El viaje en coche desde Barcelona a Logroño media unas cinco horas. Paro en un área de servicio donde no tienen Coca-Cola, solo Pepsi. ¿Es una señal? De niño, cuando iba a Barcelona con mis padres, me encantaba que en los bares sólo hubiera Pepsi, invento desconocido por Logroño. Sí, era una señal. Acababa de sellar un contrato de fidelidad con Gilles con mi padre ejerciendo de médium desde el más allá, para devolverle la fe que había depositado en mí. La comparación no es muy pertinente, pero me vino a la cabeza (siempre me acompañaba en algún rincón de mi conciencia) la carta de Camus a su profesor cuando ganó el Nobel. Aquellas líneas inolvidables: “Sin usted, la mano afectuosa que tendió al pobre niñito que yo era”… etcétera. Algo del espíritu de esa frase latía en las palabras con que Gilles me despidió, parecidas a las que otros lectores me habían dirigido cuando leyeron Los seres queridos y me animaron a continuar avanzando. ¿Hacia dónde?
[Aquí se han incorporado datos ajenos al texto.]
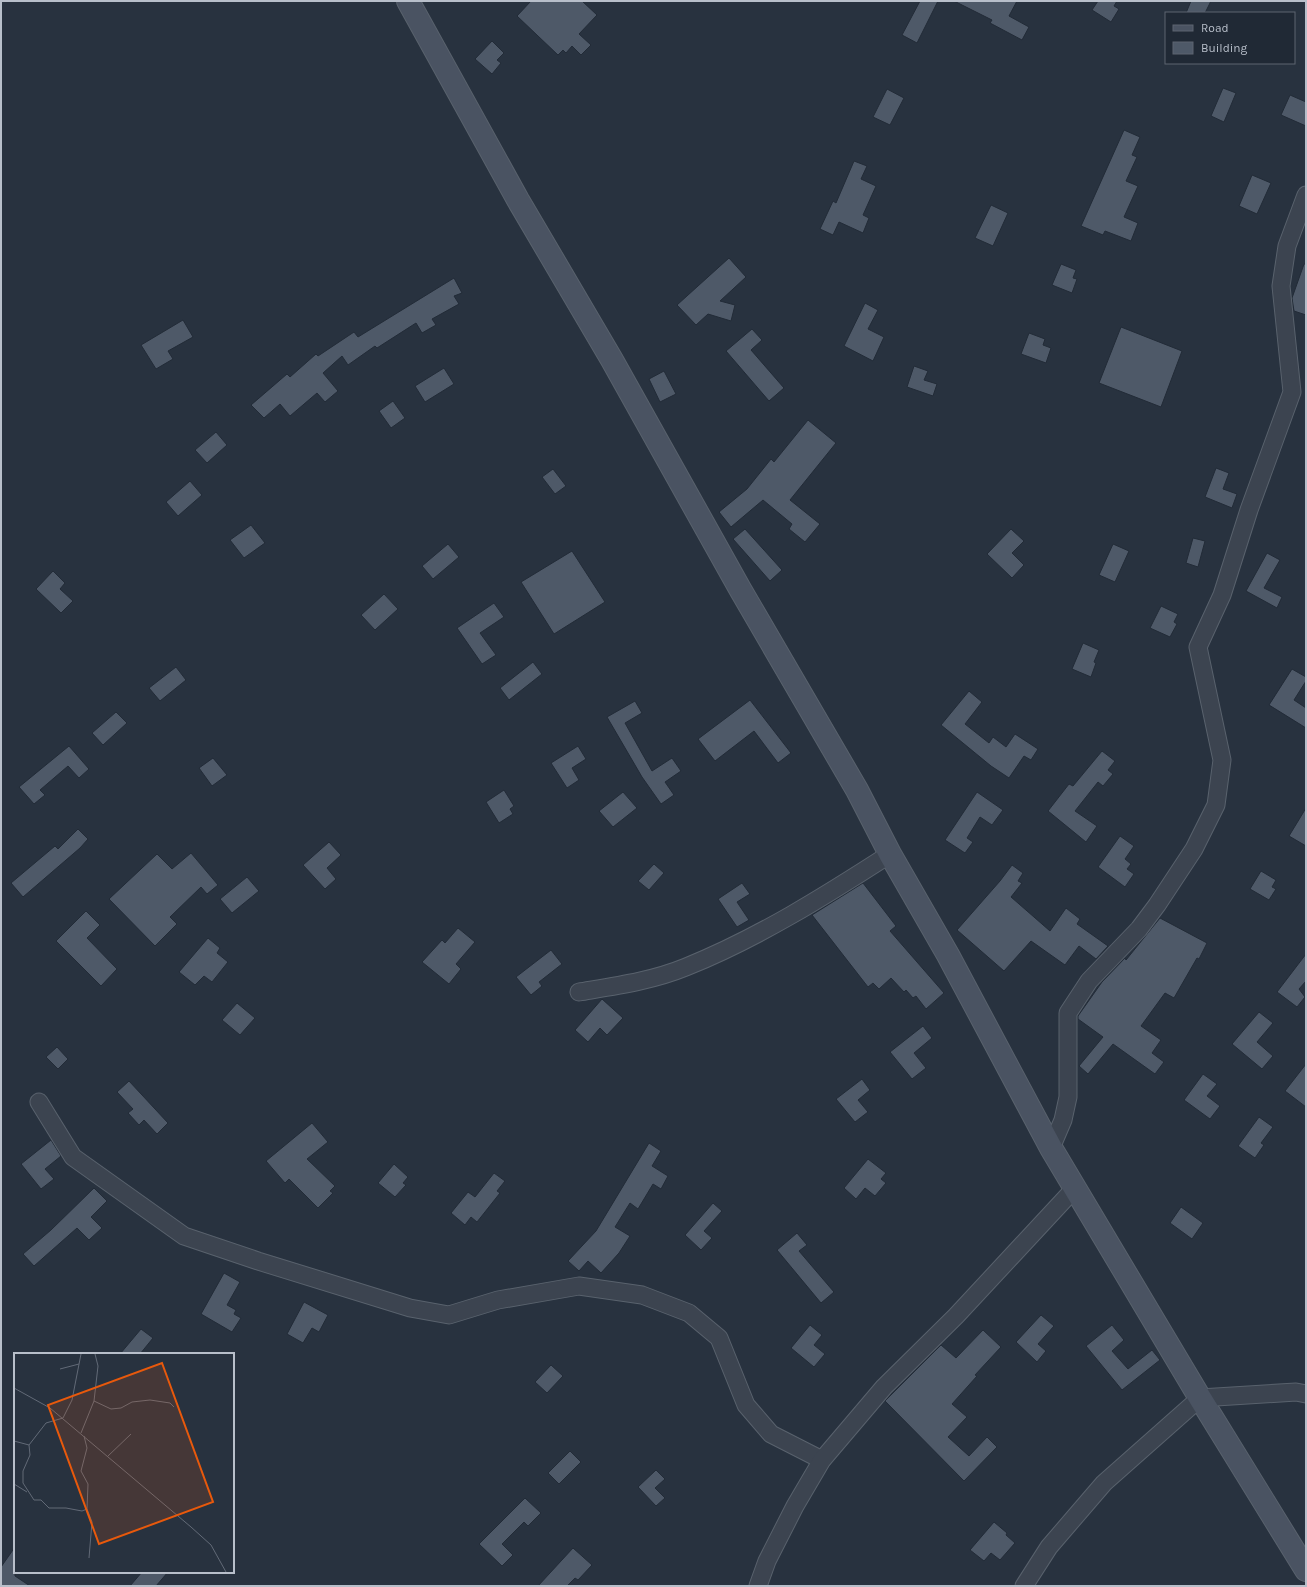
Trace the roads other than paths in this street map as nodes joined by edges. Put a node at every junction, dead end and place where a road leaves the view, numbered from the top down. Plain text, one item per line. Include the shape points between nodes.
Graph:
1 (408, 1) edge
2 (1306, 195) edge
3 (1299, 389) edge
4 (890, 854) junction
5 (579, 992) dead end
6 (39, 1102) dead end
7 (1051, 1148) junction
8 (1075, 1188) junction
9 (1306, 1394) edge
10 (1200, 1398) junction
11 (822, 1460) junction
12 (1306, 1570) edge
13 (758, 1586) edge
14 (1024, 1586) edge

1 - 4 street via 518,200 857,790
2 - 3 street via 1287,246 1281,286
3 - 7 street via 1249,510 1222,595 1198,647 1222,760 1216,804 1194,849 1152,911 1139,929 1089,980 1068,1013 1068,1097 1063,1120
4 - 5 street via 810,906 685,968 636,982
4 - 7 street via 948,955
6 - 11 street via 73,1157 184,1236 258,1261 410,1308 450,1315 498,1300 579,1286 642,1295 689,1313 719,1338 746,1406 771,1434
7 - 8 street
8 - 10 street
8 - 11 street via 956,1316 884,1387
9 - 10 street via 1296,1392
10 - 12 street
10 - 14 street via 1104,1483 1049,1547
11 - 13 street via 767,1561

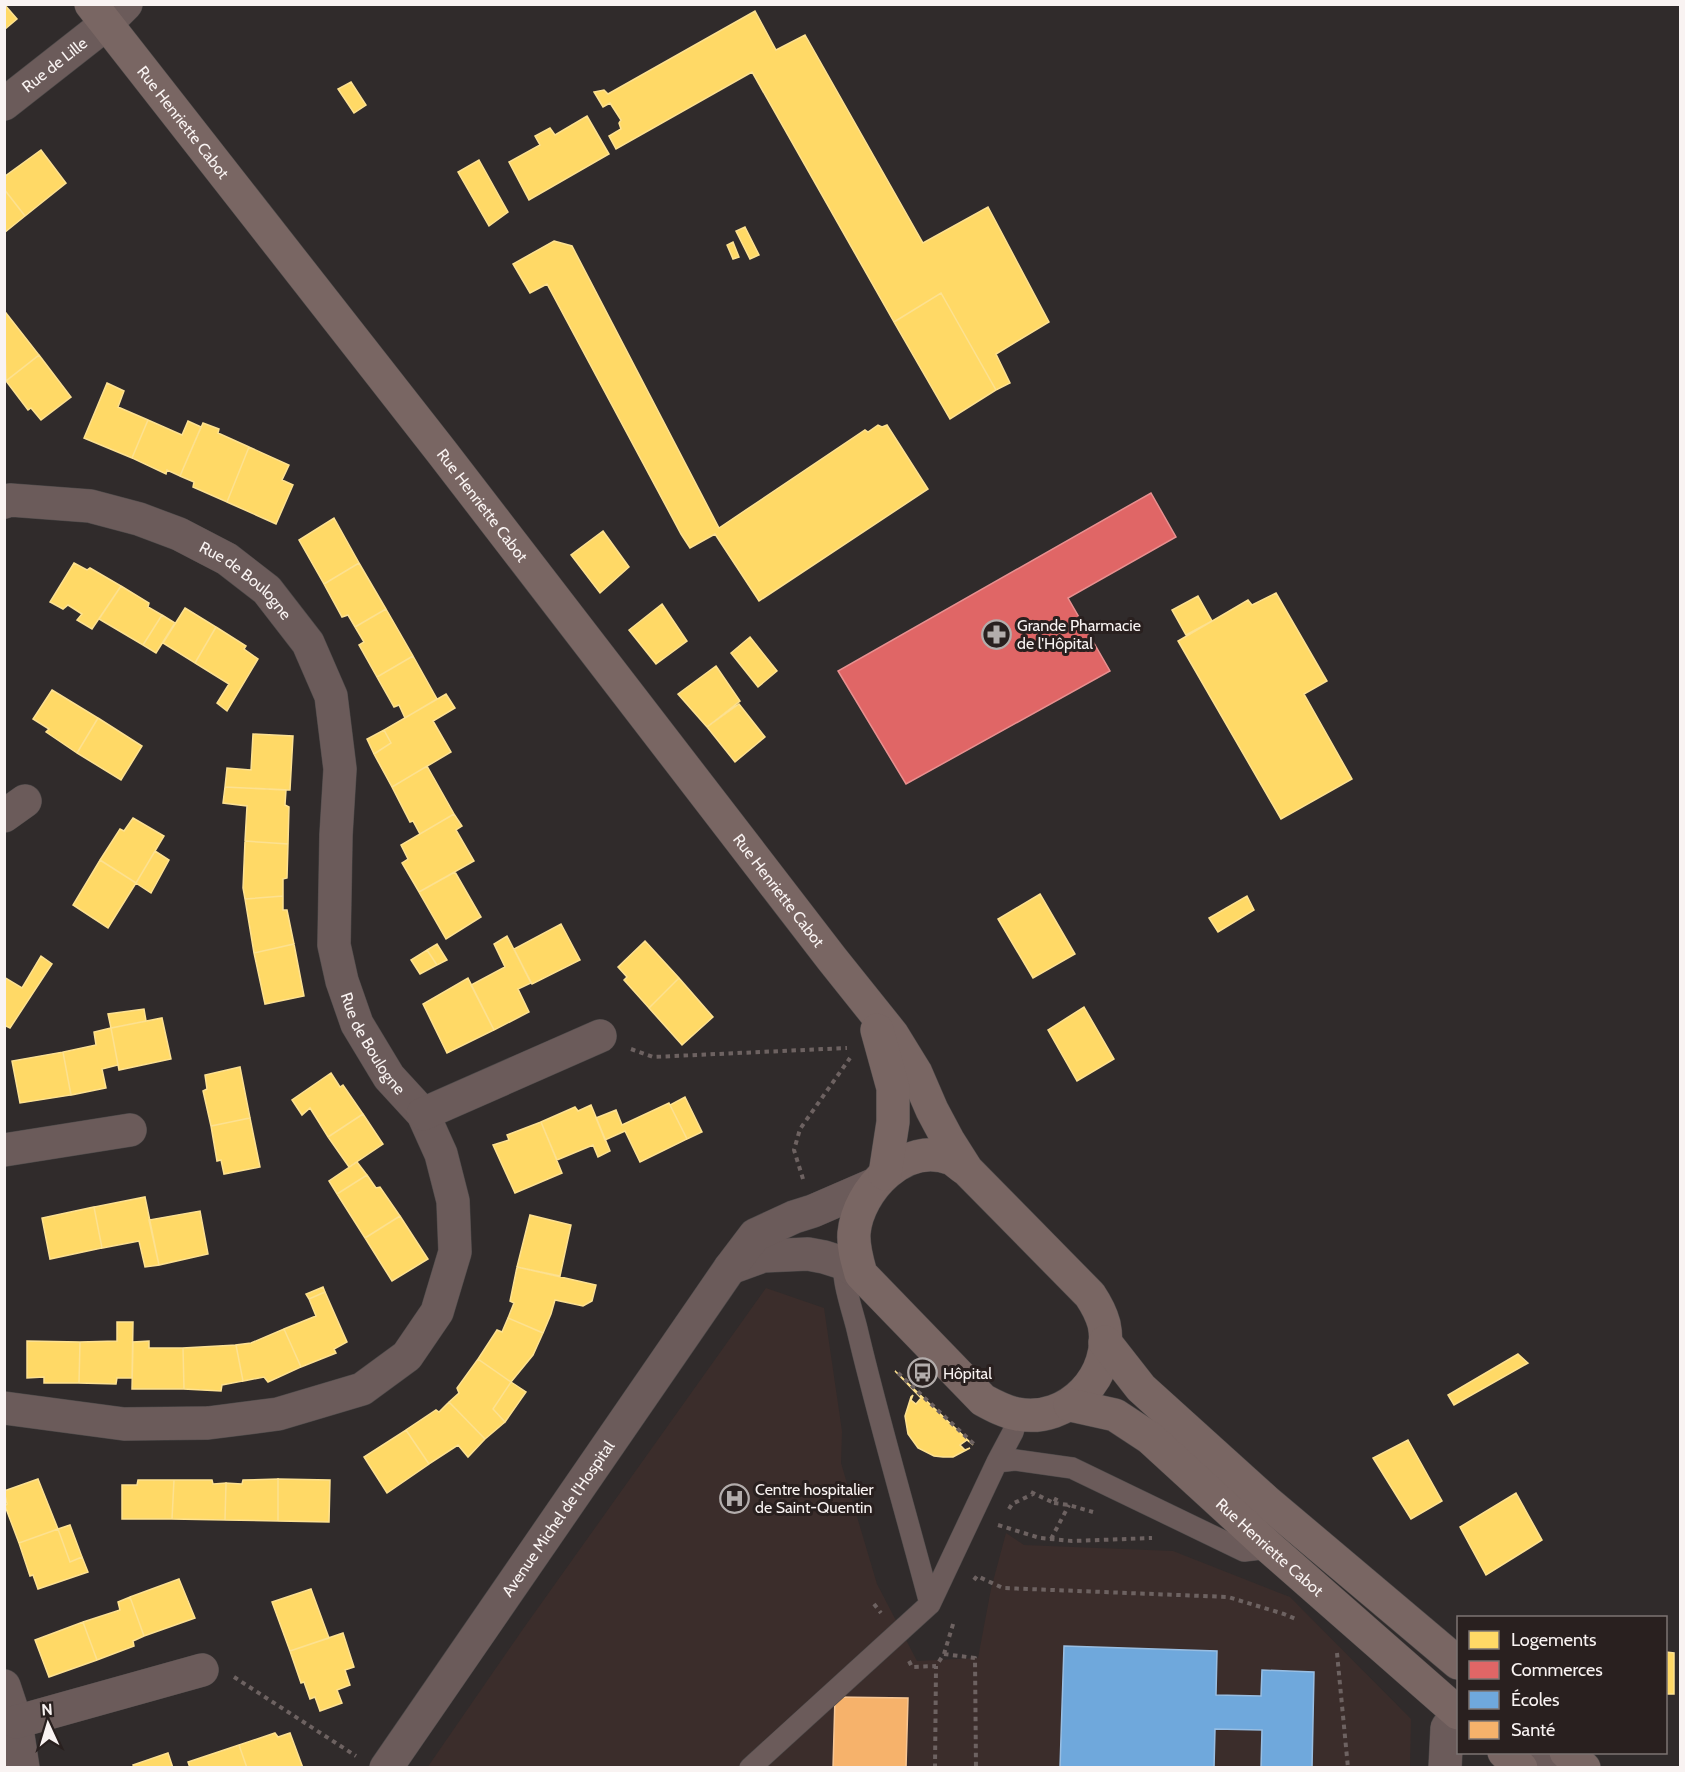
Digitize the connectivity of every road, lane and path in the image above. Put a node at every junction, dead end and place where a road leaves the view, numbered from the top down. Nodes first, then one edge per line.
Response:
1 (108, 11) edge
2 (4, 104) edge
3 (6, 495) edge
4 (870, 1009) junction
5 (600, 1036) joint
6 (858, 1048) dead end
7 (423, 1114) junction
8 (130, 1130) dead end
9 (4, 1150) edge
10 (967, 1170) junction
11 (879, 1179) junction
12 (853, 1257) junction
13 (730, 1268) junction
14 (1105, 1342) junction
15 (1070, 1405) junction
16 (4, 1408) edge
17 (1018, 1414) junction
18 (997, 1462) junction
19 (1054, 1503) dead end
20 (1069, 1505) junction
21 (1100, 1514) dead end
22 (998, 1525) dead end
23 (1163, 1537) dead end
24 (1051, 1539) junction
25 (1270, 1548) junction
26 (972, 1585) dead end
27 (930, 1604) junction
28 (1304, 1622) dead end
29 (1331, 1647) dead end
30 (944, 1654) dead end
31 (1457, 1662) edge
32 (936, 1666) dead end
33 (202, 1670) joint
34 (4, 1686) edge
35 (1457, 1711) edge
36 (1457, 1713) edge
37 (16, 1722) junction
38 (1506, 1754) edge
39 (1539, 1754) edge
40 (1568, 1754) edge
41 (375, 1764) edge
42 (23, 1767) edge
43 (750, 1767) edge
44 (935, 1767) edge
45 (976, 1767) edge
46 (1348, 1767) edge
47 (1445, 1767) edge
48 (1521, 1767) edge
49 (1555, 1767) edge
50 (1584, 1767) edge

1 - 2 street, Rue de Lille
1 - 4 street, Rue Henriette Cabot
3 - 7 street, Rue de Boulogne
4 - 10 street, Rue Henriette Cabot
4 - 11 street, Rue Henriette Cabot
5 - 6 path
5 - 7 street
7 - 16 street, Rue de Boulogne
8 - 9 street
10 - 11 street
10 - 14 street
11 - 12 street, Rue Henriette Cabot
11 - 13 street, Avenue Michel de l'Hospital
12 - 13 street
12 - 17 street
12 - 27 lane
13 - 41 street, Avenue Michel de l'Hospital
14 - 15 street
14 - 31 street, Rue Henriette Cabot
15 - 17 street
15 - 25 street, Rue Henriette Cabot
17 - 18 lane
18 - 25 lane
18 - 27 lane
19 - 20 path
20 - 21 path
20 - 24 path
22 - 24 path
23 - 24 path
25 - 35 street, Rue Henriette Cabot
26 - 28 path
27 - 43 lane
29 - 46 path
30 - 45 path
32 - 44 path
33 - 37 street
33 - 41 path
34 - 37 street
36 - 47 street
37 - 42 street
38 - 48 street
39 - 49 street
40 - 50 street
Ni idea.

"Yo quería retratar un mundo donde siempre fuera domingo por la tarde. Cuando todas las horas son muertas"

Me fui haciendo cábalas durante el viaje, porque soy sensible a esta clase de comentarios, sobre todo cuando vienen de (casi) perfectos desconocidos, que no tienen que exagerar la lealtad hacia quien apenas conocen. Suenan sinceros como sonaban las palabras de Gilles, crepitando en mi corazón mientras avanzaba por la autopista y ya sabía que escribir Las horas muertas era una obligación moral contraída con el lector número cero, con los que vinieron después y con la memoria paterna. Ya entonces quería contar lo que luego pasé a limpio, durante un proceso de escritura feliz y soleado como aquella mañana del Día de Sant Jordi. Una historia de desasosiego, por donde transita un grupo de personajes que no saben quiénes son, inquietos por un presente que les confunde y un futuro que les acongoja. El misántropo Viberti cabalgaba de nuevo, esta vez en compañía de un escudero (Goñi) que me permitía el juego tan gozoso de practicar el choque de opuestos. Pensé en Carvalho y Biscúter. La sombra tutelar de Vázquez Montalbán no sólo me guiaba. También me daba el punto de seguridad que necesitaba para que la novela fuera progresando.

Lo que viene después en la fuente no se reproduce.